**Work required:**
Please write out all of the entries beneath this line exactly, skipping the pictures.

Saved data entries

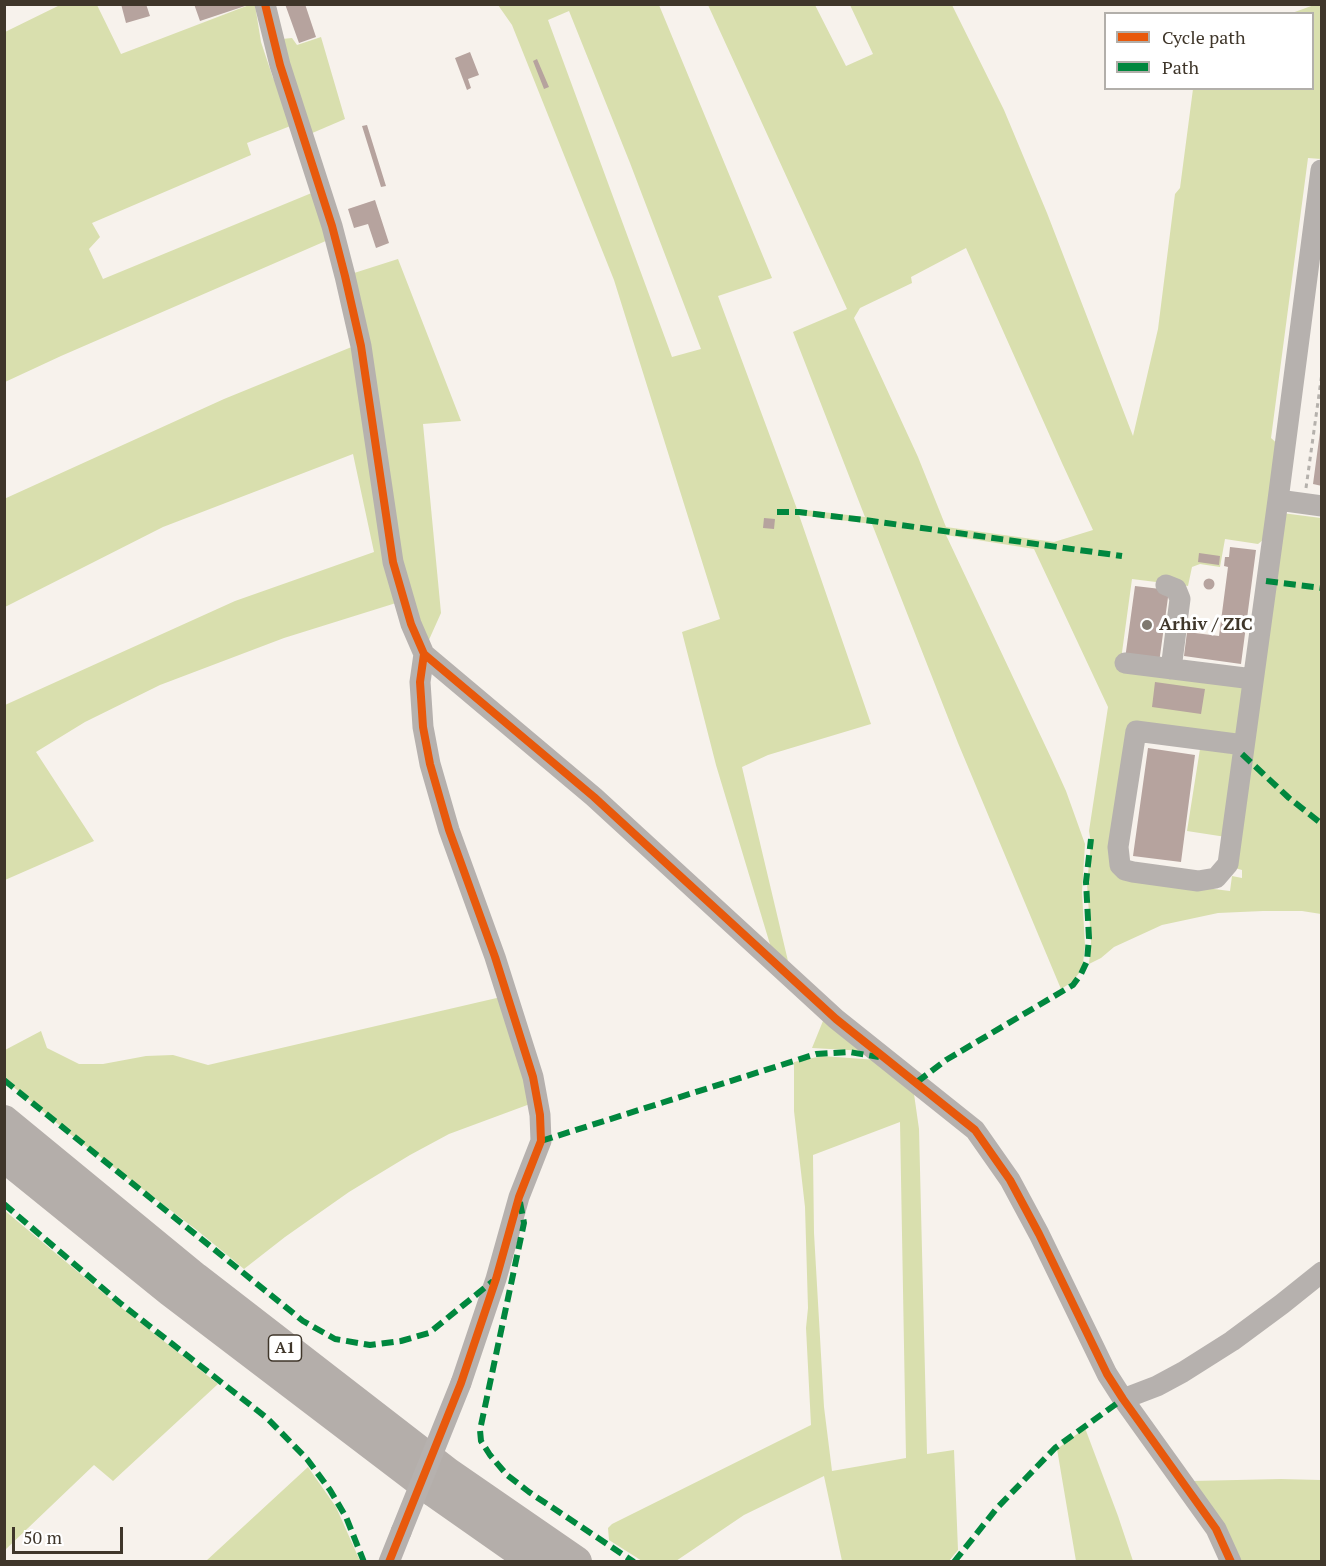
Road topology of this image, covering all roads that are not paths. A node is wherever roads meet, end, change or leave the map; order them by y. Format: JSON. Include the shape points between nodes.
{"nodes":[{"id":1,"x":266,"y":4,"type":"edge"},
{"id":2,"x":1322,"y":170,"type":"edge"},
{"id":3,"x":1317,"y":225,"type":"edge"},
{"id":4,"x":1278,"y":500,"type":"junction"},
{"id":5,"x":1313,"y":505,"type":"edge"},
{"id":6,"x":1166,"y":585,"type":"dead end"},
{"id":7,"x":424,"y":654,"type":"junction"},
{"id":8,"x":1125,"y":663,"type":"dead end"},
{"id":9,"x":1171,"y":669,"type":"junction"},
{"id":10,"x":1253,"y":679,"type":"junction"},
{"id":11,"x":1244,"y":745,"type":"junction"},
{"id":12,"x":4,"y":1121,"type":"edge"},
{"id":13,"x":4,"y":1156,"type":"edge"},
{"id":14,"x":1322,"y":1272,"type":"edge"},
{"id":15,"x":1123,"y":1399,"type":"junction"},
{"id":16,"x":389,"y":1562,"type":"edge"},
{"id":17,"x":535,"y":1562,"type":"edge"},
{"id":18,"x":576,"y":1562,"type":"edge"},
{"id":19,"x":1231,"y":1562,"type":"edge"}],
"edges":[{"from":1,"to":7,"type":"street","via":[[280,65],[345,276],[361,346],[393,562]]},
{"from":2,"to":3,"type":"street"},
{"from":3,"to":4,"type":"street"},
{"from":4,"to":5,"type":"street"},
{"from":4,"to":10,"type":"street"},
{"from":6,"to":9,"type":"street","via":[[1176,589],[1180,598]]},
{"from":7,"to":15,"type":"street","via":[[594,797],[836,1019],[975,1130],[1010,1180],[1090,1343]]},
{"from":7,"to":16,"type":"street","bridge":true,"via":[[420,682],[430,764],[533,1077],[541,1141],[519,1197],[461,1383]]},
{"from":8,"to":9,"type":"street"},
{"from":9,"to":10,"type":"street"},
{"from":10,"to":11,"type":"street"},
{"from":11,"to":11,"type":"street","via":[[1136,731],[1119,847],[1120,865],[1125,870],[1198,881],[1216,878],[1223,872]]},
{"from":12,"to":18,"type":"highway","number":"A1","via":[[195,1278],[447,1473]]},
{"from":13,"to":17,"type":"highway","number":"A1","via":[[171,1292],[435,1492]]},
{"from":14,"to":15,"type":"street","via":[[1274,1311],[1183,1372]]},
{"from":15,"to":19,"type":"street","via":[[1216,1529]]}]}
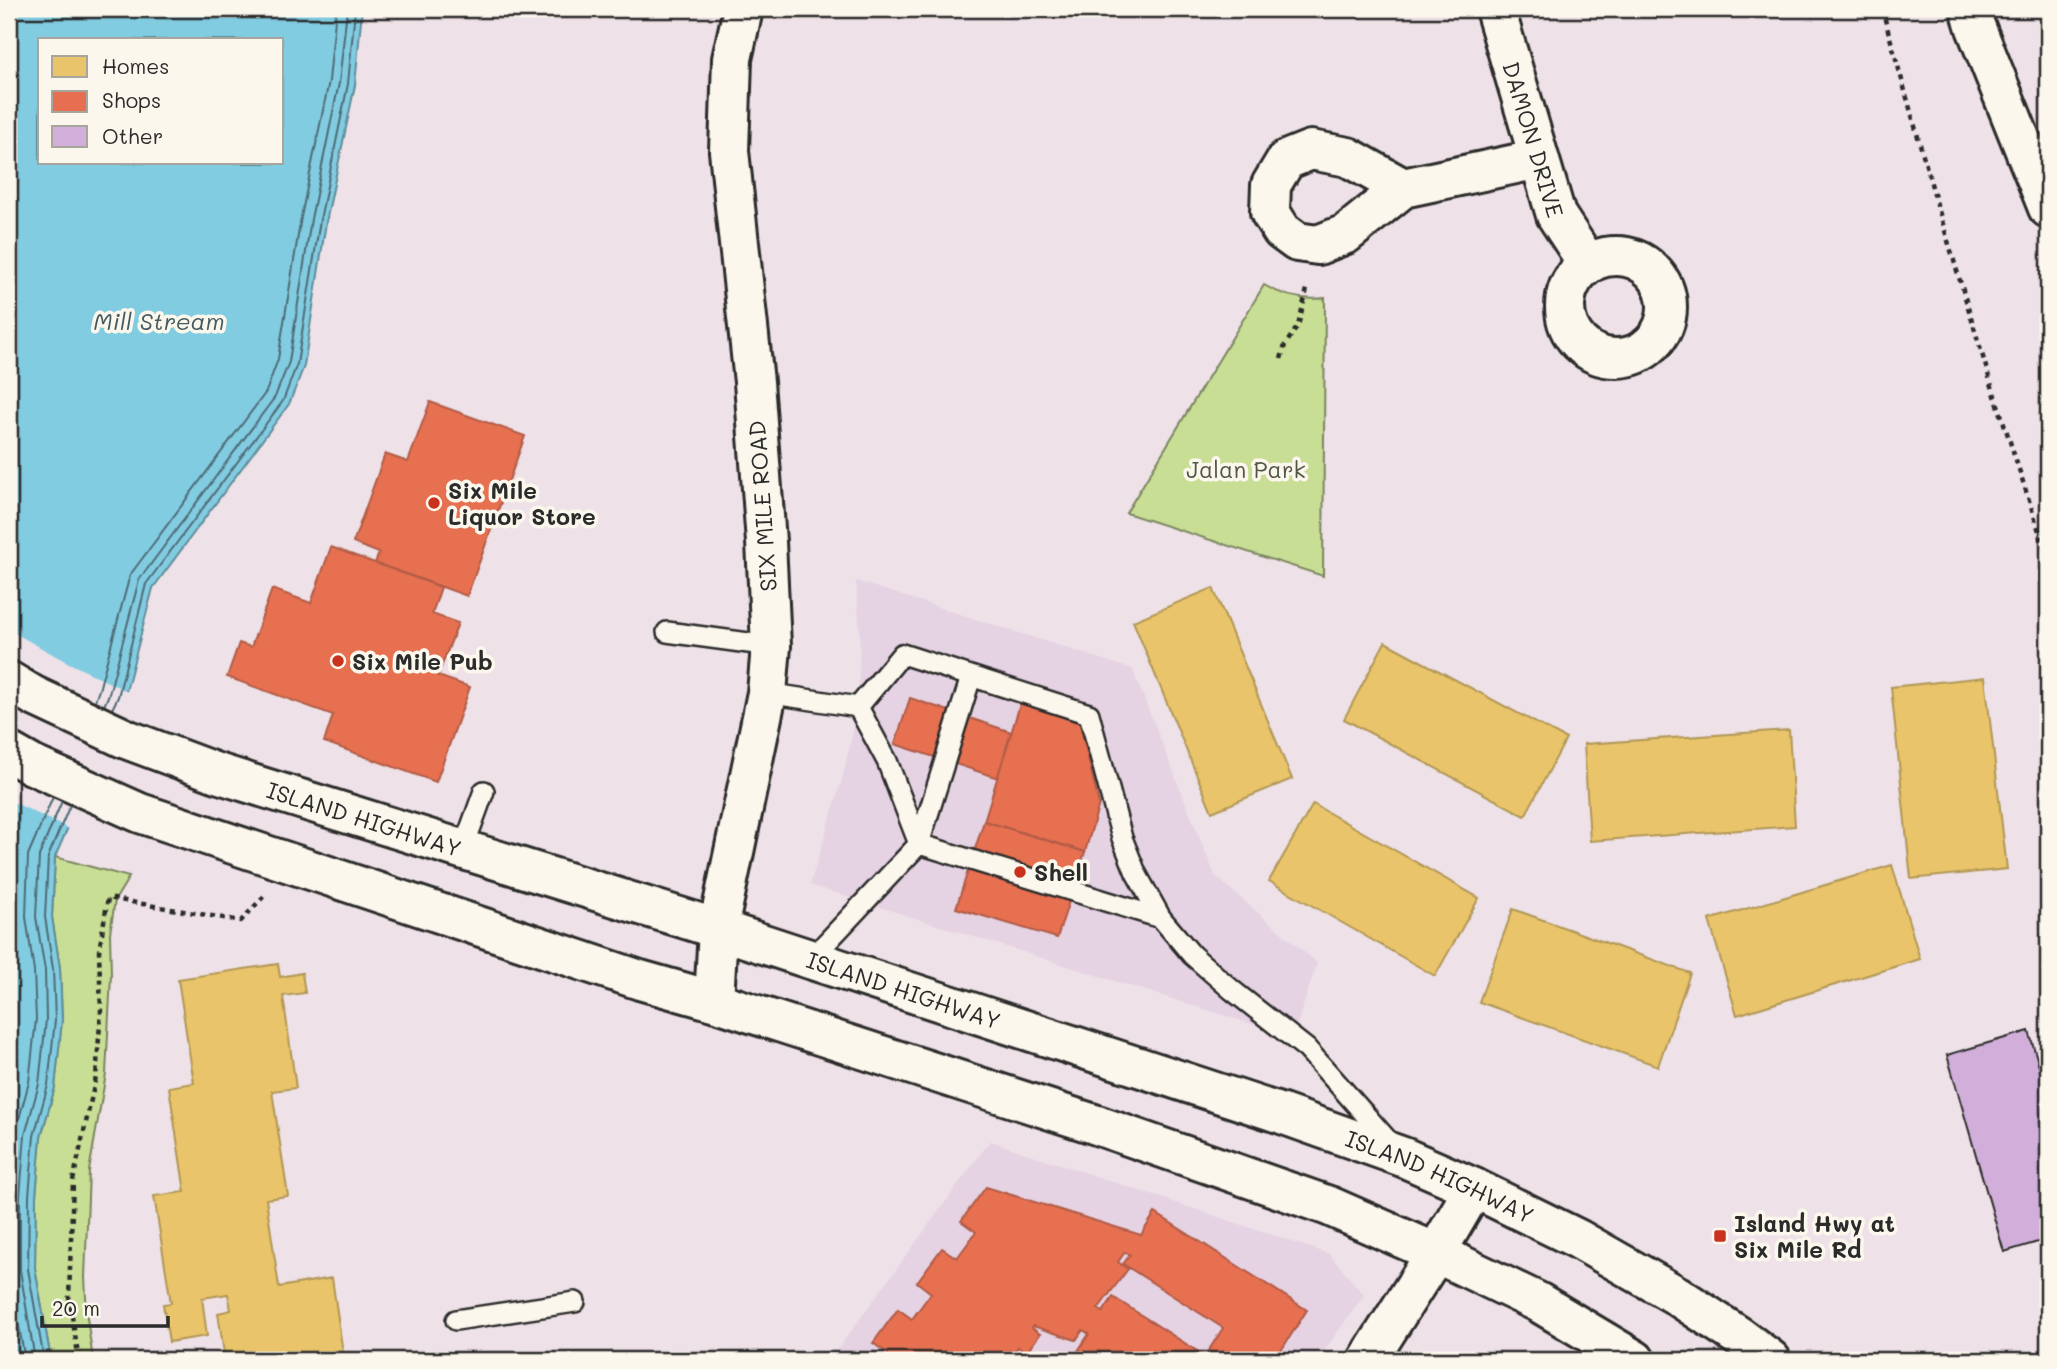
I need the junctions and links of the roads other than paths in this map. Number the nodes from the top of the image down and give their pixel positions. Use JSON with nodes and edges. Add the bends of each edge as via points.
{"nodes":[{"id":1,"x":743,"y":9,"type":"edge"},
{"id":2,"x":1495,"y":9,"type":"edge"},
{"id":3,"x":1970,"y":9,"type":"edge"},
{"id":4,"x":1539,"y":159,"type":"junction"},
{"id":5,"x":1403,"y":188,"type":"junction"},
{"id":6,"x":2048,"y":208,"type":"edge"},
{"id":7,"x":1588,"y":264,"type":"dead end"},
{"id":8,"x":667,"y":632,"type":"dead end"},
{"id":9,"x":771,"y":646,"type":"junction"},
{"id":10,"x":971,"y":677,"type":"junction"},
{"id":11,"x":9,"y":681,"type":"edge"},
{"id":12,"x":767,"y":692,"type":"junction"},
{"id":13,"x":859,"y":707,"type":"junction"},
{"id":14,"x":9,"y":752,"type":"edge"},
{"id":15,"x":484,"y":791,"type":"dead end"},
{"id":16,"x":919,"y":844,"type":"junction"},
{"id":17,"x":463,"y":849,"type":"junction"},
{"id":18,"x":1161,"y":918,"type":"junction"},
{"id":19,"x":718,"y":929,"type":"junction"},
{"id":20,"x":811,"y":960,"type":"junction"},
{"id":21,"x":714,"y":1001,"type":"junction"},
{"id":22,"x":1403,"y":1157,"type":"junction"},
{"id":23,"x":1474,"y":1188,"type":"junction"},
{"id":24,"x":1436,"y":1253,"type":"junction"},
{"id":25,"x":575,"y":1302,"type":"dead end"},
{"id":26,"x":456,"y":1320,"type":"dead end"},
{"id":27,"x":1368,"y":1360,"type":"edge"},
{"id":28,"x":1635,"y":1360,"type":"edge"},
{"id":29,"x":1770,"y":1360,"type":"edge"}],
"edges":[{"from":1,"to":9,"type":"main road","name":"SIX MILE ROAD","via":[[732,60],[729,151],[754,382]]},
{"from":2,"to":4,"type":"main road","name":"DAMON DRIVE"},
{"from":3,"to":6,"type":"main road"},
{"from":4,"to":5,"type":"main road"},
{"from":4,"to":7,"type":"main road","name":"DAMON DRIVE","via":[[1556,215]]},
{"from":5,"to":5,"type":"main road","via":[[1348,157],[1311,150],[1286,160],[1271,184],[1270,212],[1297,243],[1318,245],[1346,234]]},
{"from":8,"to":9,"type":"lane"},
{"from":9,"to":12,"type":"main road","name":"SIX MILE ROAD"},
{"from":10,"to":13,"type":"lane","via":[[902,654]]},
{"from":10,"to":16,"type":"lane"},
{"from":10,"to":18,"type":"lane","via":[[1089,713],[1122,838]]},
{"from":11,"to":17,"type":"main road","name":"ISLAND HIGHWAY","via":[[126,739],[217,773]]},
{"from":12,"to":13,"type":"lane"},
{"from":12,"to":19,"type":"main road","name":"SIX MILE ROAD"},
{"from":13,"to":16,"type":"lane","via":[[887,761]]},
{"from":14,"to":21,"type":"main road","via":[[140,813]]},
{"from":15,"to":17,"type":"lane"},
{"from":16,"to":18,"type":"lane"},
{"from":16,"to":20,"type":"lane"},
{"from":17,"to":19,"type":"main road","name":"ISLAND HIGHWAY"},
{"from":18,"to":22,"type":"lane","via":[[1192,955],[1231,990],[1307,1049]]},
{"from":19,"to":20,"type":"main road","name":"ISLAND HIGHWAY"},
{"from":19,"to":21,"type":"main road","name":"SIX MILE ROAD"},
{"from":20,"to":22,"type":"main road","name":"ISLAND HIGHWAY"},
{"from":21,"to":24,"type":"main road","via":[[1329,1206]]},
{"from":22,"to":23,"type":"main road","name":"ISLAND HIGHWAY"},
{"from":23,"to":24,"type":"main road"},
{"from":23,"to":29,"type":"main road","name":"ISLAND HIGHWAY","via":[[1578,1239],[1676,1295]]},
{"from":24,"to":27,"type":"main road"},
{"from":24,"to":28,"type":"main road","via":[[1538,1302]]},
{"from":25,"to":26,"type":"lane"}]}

**Response:**
Road topology of this image, covering all roads that are not paths. A node is wherever roads meet, end, change or leave the map; order them by y. Format: JSON. Include the shape points between nodes.
{"nodes":[{"id":1,"x":266,"y":4,"type":"edge"},
{"id":2,"x":1322,"y":170,"type":"edge"},
{"id":3,"x":1317,"y":225,"type":"edge"},
{"id":4,"x":1278,"y":500,"type":"junction"},
{"id":5,"x":1313,"y":505,"type":"edge"},
{"id":6,"x":1166,"y":585,"type":"dead end"},
{"id":7,"x":424,"y":654,"type":"junction"},
{"id":8,"x":1125,"y":663,"type":"dead end"},
{"id":9,"x":1171,"y":669,"type":"junction"},
{"id":10,"x":1253,"y":679,"type":"junction"},
{"id":11,"x":1244,"y":745,"type":"junction"},
{"id":12,"x":4,"y":1121,"type":"edge"},
{"id":13,"x":4,"y":1156,"type":"edge"},
{"id":14,"x":1322,"y":1272,"type":"edge"},
{"id":15,"x":1123,"y":1399,"type":"junction"},
{"id":16,"x":389,"y":1562,"type":"edge"},
{"id":17,"x":535,"y":1562,"type":"edge"},
{"id":18,"x":576,"y":1562,"type":"edge"},
{"id":19,"x":1231,"y":1562,"type":"edge"}],
"edges":[{"from":1,"to":7,"type":"street","via":[[280,65],[345,276],[361,346],[393,562]]},
{"from":2,"to":3,"type":"street"},
{"from":3,"to":4,"type":"street"},
{"from":4,"to":5,"type":"street"},
{"from":4,"to":10,"type":"street"},
{"from":6,"to":9,"type":"street","via":[[1176,589],[1180,598]]},
{"from":7,"to":15,"type":"street","via":[[594,797],[836,1019],[975,1130],[1010,1180],[1090,1343]]},
{"from":7,"to":16,"type":"street","bridge":true,"via":[[420,682],[430,764],[533,1077],[541,1141],[519,1197],[461,1383]]},
{"from":8,"to":9,"type":"street"},
{"from":9,"to":10,"type":"street"},
{"from":10,"to":11,"type":"street"},
{"from":11,"to":11,"type":"street","via":[[1136,731],[1119,847],[1120,865],[1125,870],[1198,881],[1216,878],[1223,872]]},
{"from":12,"to":18,"type":"highway","number":"A1","via":[[195,1278],[447,1473]]},
{"from":13,"to":17,"type":"highway","number":"A1","via":[[171,1292],[435,1492]]},
{"from":14,"to":15,"type":"street","via":[[1274,1311],[1183,1372]]},
{"from":15,"to":19,"type":"street","via":[[1216,1529]]}]}
I need the junctions and links of the roads other than paths in this map. Number the nodes from the top of the image down and give their pixel positions. Use JSON with nodes and edges. Add the bends of each edge as via points.
{"nodes":[{"id":1,"x":743,"y":9,"type":"edge"},
{"id":2,"x":1495,"y":9,"type":"edge"},
{"id":3,"x":1970,"y":9,"type":"edge"},
{"id":4,"x":1539,"y":159,"type":"junction"},
{"id":5,"x":1403,"y":188,"type":"junction"},
{"id":6,"x":2048,"y":208,"type":"edge"},
{"id":7,"x":1588,"y":264,"type":"dead end"},
{"id":8,"x":667,"y":632,"type":"dead end"},
{"id":9,"x":771,"y":646,"type":"junction"},
{"id":10,"x":971,"y":677,"type":"junction"},
{"id":11,"x":9,"y":681,"type":"edge"},
{"id":12,"x":767,"y":692,"type":"junction"},
{"id":13,"x":859,"y":707,"type":"junction"},
{"id":14,"x":9,"y":752,"type":"edge"},
{"id":15,"x":484,"y":791,"type":"dead end"},
{"id":16,"x":919,"y":844,"type":"junction"},
{"id":17,"x":463,"y":849,"type":"junction"},
{"id":18,"x":1161,"y":918,"type":"junction"},
{"id":19,"x":718,"y":929,"type":"junction"},
{"id":20,"x":811,"y":960,"type":"junction"},
{"id":21,"x":714,"y":1001,"type":"junction"},
{"id":22,"x":1403,"y":1157,"type":"junction"},
{"id":23,"x":1474,"y":1188,"type":"junction"},
{"id":24,"x":1436,"y":1253,"type":"junction"},
{"id":25,"x":575,"y":1302,"type":"dead end"},
{"id":26,"x":456,"y":1320,"type":"dead end"},
{"id":27,"x":1368,"y":1360,"type":"edge"},
{"id":28,"x":1635,"y":1360,"type":"edge"},
{"id":29,"x":1770,"y":1360,"type":"edge"}],
"edges":[{"from":1,"to":9,"type":"main road","name":"SIX MILE ROAD","via":[[732,60],[729,151],[754,382]]},
{"from":2,"to":4,"type":"main road","name":"DAMON DRIVE"},
{"from":3,"to":6,"type":"main road"},
{"from":4,"to":5,"type":"main road"},
{"from":4,"to":7,"type":"main road","name":"DAMON DRIVE","via":[[1556,215]]},
{"from":5,"to":5,"type":"main road","via":[[1348,157],[1311,150],[1286,160],[1271,184],[1270,212],[1297,243],[1318,245],[1346,234]]},
{"from":8,"to":9,"type":"lane"},
{"from":9,"to":12,"type":"main road","name":"SIX MILE ROAD"},
{"from":10,"to":13,"type":"lane","via":[[902,654]]},
{"from":10,"to":16,"type":"lane"},
{"from":10,"to":18,"type":"lane","via":[[1089,713],[1122,838]]},
{"from":11,"to":17,"type":"main road","name":"ISLAND HIGHWAY","via":[[126,739],[217,773]]},
{"from":12,"to":13,"type":"lane"},
{"from":12,"to":19,"type":"main road","name":"SIX MILE ROAD"},
{"from":13,"to":16,"type":"lane","via":[[887,761]]},
{"from":14,"to":21,"type":"main road","via":[[140,813]]},
{"from":15,"to":17,"type":"lane"},
{"from":16,"to":18,"type":"lane"},
{"from":16,"to":20,"type":"lane"},
{"from":17,"to":19,"type":"main road","name":"ISLAND HIGHWAY"},
{"from":18,"to":22,"type":"lane","via":[[1192,955],[1231,990],[1307,1049]]},
{"from":19,"to":20,"type":"main road","name":"ISLAND HIGHWAY"},
{"from":19,"to":21,"type":"main road","name":"SIX MILE ROAD"},
{"from":20,"to":22,"type":"main road","name":"ISLAND HIGHWAY"},
{"from":21,"to":24,"type":"main road","via":[[1329,1206]]},
{"from":22,"to":23,"type":"main road","name":"ISLAND HIGHWAY"},
{"from":23,"to":24,"type":"main road"},
{"from":23,"to":29,"type":"main road","name":"ISLAND HIGHWAY","via":[[1578,1239],[1676,1295]]},
{"from":24,"to":27,"type":"main road"},
{"from":24,"to":28,"type":"main road","via":[[1538,1302]]},
{"from":25,"to":26,"type":"lane"}]}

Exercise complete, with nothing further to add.